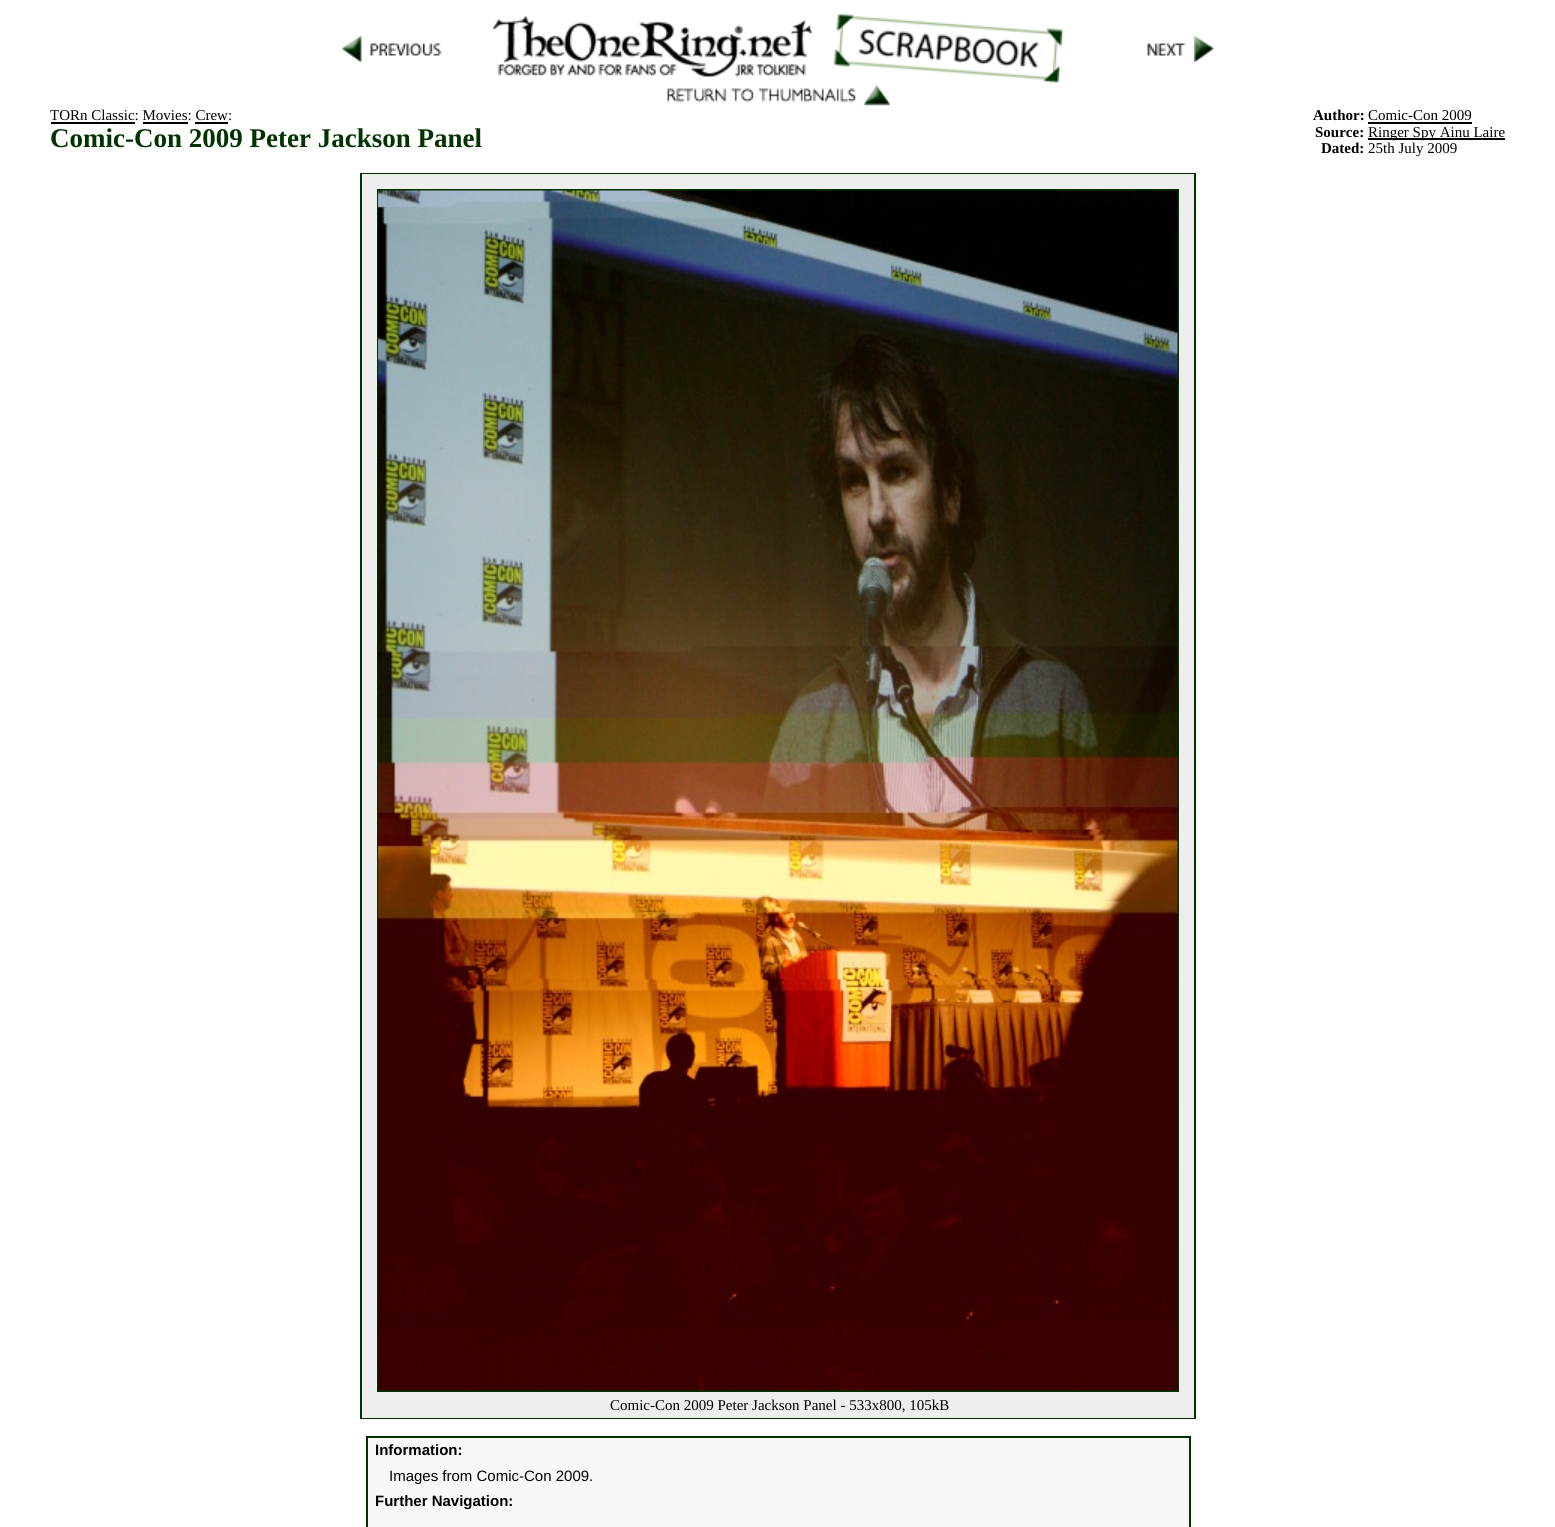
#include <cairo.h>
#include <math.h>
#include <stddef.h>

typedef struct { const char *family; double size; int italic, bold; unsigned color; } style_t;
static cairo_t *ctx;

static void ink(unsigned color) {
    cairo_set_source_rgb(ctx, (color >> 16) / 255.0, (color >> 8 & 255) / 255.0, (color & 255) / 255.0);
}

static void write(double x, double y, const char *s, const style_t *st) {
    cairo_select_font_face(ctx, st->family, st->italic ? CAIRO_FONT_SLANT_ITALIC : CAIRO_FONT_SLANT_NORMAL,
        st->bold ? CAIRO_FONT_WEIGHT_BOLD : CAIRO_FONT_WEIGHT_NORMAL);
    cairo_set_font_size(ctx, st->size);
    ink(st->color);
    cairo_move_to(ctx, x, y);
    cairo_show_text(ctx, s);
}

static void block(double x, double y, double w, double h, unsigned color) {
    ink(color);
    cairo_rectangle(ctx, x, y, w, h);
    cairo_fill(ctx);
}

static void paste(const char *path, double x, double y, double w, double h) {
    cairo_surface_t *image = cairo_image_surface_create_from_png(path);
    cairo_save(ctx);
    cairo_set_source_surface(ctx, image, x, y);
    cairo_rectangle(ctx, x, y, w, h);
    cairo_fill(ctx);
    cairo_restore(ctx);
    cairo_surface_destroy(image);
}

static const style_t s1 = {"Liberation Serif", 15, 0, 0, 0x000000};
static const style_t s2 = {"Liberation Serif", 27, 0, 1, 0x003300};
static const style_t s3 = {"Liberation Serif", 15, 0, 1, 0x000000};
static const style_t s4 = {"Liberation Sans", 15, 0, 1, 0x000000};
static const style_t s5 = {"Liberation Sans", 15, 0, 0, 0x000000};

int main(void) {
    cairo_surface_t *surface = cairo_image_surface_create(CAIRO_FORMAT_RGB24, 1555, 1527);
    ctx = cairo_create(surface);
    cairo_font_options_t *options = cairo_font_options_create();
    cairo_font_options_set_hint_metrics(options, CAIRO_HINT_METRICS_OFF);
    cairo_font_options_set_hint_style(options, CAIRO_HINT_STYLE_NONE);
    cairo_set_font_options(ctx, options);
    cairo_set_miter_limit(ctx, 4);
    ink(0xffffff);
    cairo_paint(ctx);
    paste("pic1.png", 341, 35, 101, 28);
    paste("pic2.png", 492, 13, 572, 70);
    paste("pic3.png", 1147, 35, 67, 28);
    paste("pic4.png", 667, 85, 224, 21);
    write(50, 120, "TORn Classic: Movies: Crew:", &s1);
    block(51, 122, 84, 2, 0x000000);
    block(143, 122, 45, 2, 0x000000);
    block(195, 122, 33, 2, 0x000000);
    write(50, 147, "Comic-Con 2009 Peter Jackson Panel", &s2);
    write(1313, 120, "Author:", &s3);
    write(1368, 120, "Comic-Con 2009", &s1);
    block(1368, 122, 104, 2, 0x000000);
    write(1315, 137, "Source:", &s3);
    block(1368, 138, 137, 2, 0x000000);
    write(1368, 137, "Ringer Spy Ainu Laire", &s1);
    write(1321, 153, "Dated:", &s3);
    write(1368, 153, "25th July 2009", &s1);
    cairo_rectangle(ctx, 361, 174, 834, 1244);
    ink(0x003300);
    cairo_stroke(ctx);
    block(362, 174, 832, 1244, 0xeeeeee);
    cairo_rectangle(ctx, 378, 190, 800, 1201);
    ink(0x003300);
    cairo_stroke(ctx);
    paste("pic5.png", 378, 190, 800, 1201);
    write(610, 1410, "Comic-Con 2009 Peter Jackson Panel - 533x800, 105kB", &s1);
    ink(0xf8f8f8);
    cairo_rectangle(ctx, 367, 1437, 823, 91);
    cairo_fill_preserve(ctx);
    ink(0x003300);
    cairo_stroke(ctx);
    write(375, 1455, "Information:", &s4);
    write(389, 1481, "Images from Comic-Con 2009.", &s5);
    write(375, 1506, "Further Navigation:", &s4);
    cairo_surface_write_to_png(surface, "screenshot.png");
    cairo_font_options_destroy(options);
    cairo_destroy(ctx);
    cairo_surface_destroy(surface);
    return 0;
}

^^^^^^^^^^^^^^^^

## EXERCISE
Within the data above, the lines from the one with "cairo_restore(ctx);" to the one with "cairo_set_miter_limit(ctx, 4);" must be repeated exactly; no other line belongs in the answer.

## EXERCISE OUTPUT
    cairo_restore(ctx);
    cairo_surface_destroy(image);
}

static const style_t s1 = {"Liberation Serif", 15, 0, 0, 0x000000};
static const style_t s2 = {"Liberation Serif", 27, 0, 1, 0x003300};
static const style_t s3 = {"Liberation Serif", 15, 0, 1, 0x000000};
static const style_t s4 = {"Liberation Sans", 15, 0, 1, 0x000000};
static const style_t s5 = {"Liberation Sans", 15, 0, 0, 0x000000};

int main(void) {
    cairo_surface_t *surface = cairo_image_surface_create(CAIRO_FORMAT_RGB24, 1555, 1527);
    ctx = cairo_create(surface);
    cairo_font_options_t *options = cairo_font_options_create();
    cairo_font_options_set_hint_metrics(options, CAIRO_HINT_METRICS_OFF);
    cairo_font_options_set_hint_style(options, CAIRO_HINT_STYLE_NONE);
    cairo_set_font_options(ctx, options);
    cairo_set_miter_limit(ctx, 4);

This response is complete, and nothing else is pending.